A Bologna, un islamico osservante ha sentito «impuro» il proprio rapporto con una donna cristianoortodossa e ha tentato di decapitarla «come Abramo fece con Isacco» (la donna, un'u-craina di 45 anni, se la scampa, rischia di ritrovarsi paraplegica). Non è solo un caso di fondamentalismo maniacale. In questi giorni, si apre a Palmi un processo di stupro che testimonia il persistere italico della maledizione di Eva: a San Martino di Taurianova una bambina di 12 anni (che oggi ne ha 24 e vive sotto protezione perché alcuni dei persecutori che ha denunciato erano mafiosi) per anni è stata considerata da tutto il paese la colpevole degli stupri di gruppo, delle violenze e dei ricatti subiti e anche il parroco a cui aveva tentato di confidarsi giudicava peccatrice una dodicenne violata che solo la penitenza poteva redimere.

Sembra incredibile, ma nella santità delle religioni albergano tabù ancestrali che gli studi antropologici e le secolarizzazioni non sono riusciti a eliminare. Sono i tabù peggiori perché responsabili dei pregiudizi sessuofobici e misogini che, sacralizzati, hanno prodotto, nel nome di dio, discriminazioni e violenze.

Nel terzo millennio le religioni dovrebbero andare in analisi e domandarsi quanto la sessuofobia e la misoginia insidino nel profondo la loro possibilità di futuro. Il concetto di "purezza" che ha represso, nell'ipocrisia mercantile e proprietaria dei valori familiari, milioni di ragazze non è nato certo dalla scelta delle donne. Alla Lucy delle origini, mestruata e responsabile della riproduzione, non sarebbe mai venuto in mente di sentirsi sporca o colpevole. Forse percepiva già come colpa, certo non sua, la violenza che connotava la bassa qualità di molte prestazioni maschili. Tanto meno, quando si fosse inventato il diritto, avrebbe distinto i "suoi" figli in legittimi o illegittimi.

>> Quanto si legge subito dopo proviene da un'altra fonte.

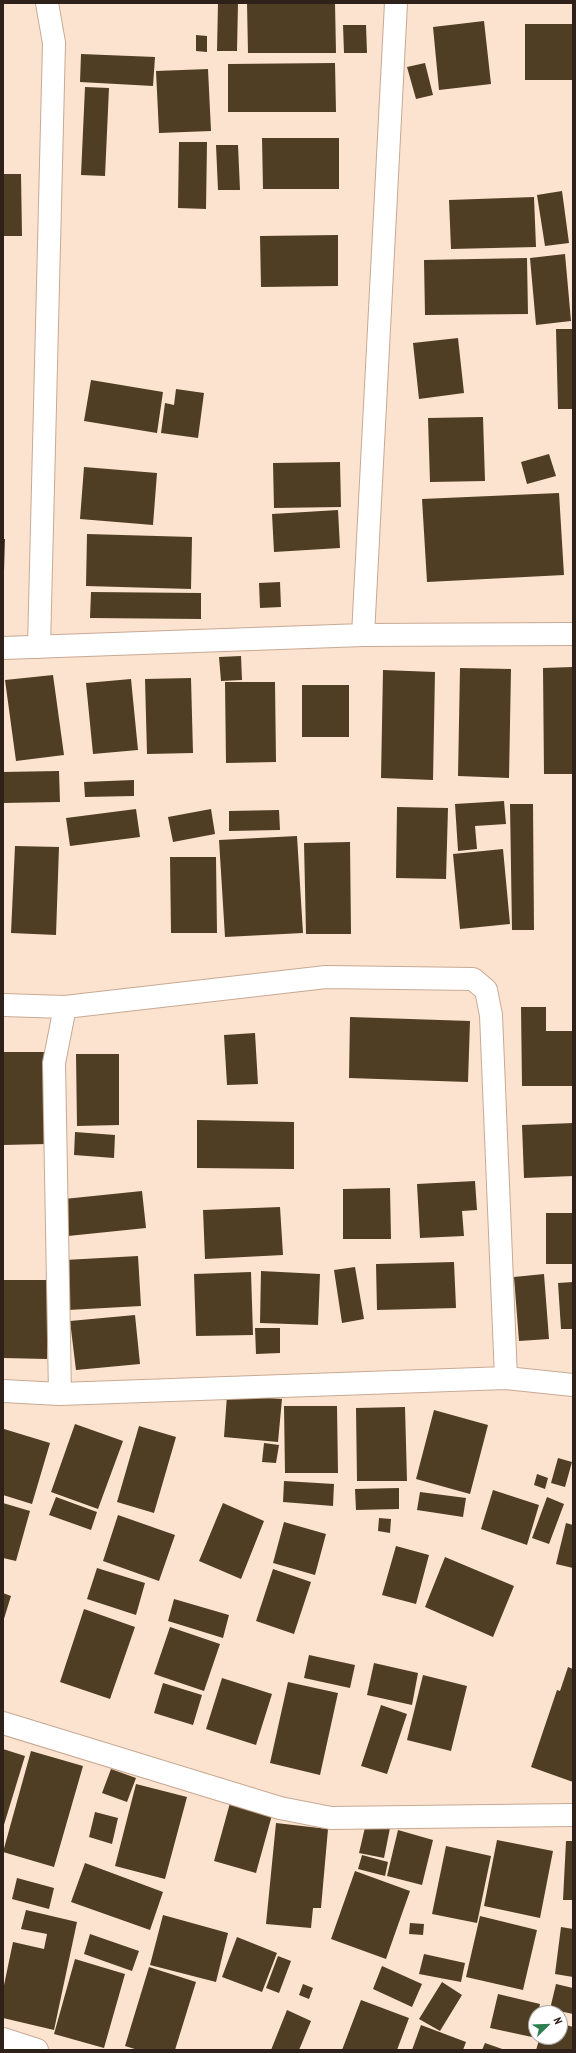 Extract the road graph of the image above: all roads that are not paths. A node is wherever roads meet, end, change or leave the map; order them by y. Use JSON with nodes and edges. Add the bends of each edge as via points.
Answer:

Eppure si continua a credere che la mestruata faccia ingiallire le foglie e inacidire il latte; in Africa, in "quei giorni", è confinata in capanne speciali per non contaminare le case; a Roma Paolo la voleva velata e zittita, mentre i papi, forse senza sapere perché, le hanno vietato di consacrare. Siamo ancora qui, a fare conti sul puro e l'impuro e a ripetere il capro espiatorio nel corpo di qualche altro Isacco per volere di qualche Abramo che credeva di interpretare Dio, di qualche altra Ifigenia proprietà di Agamennone padrone della sua morte.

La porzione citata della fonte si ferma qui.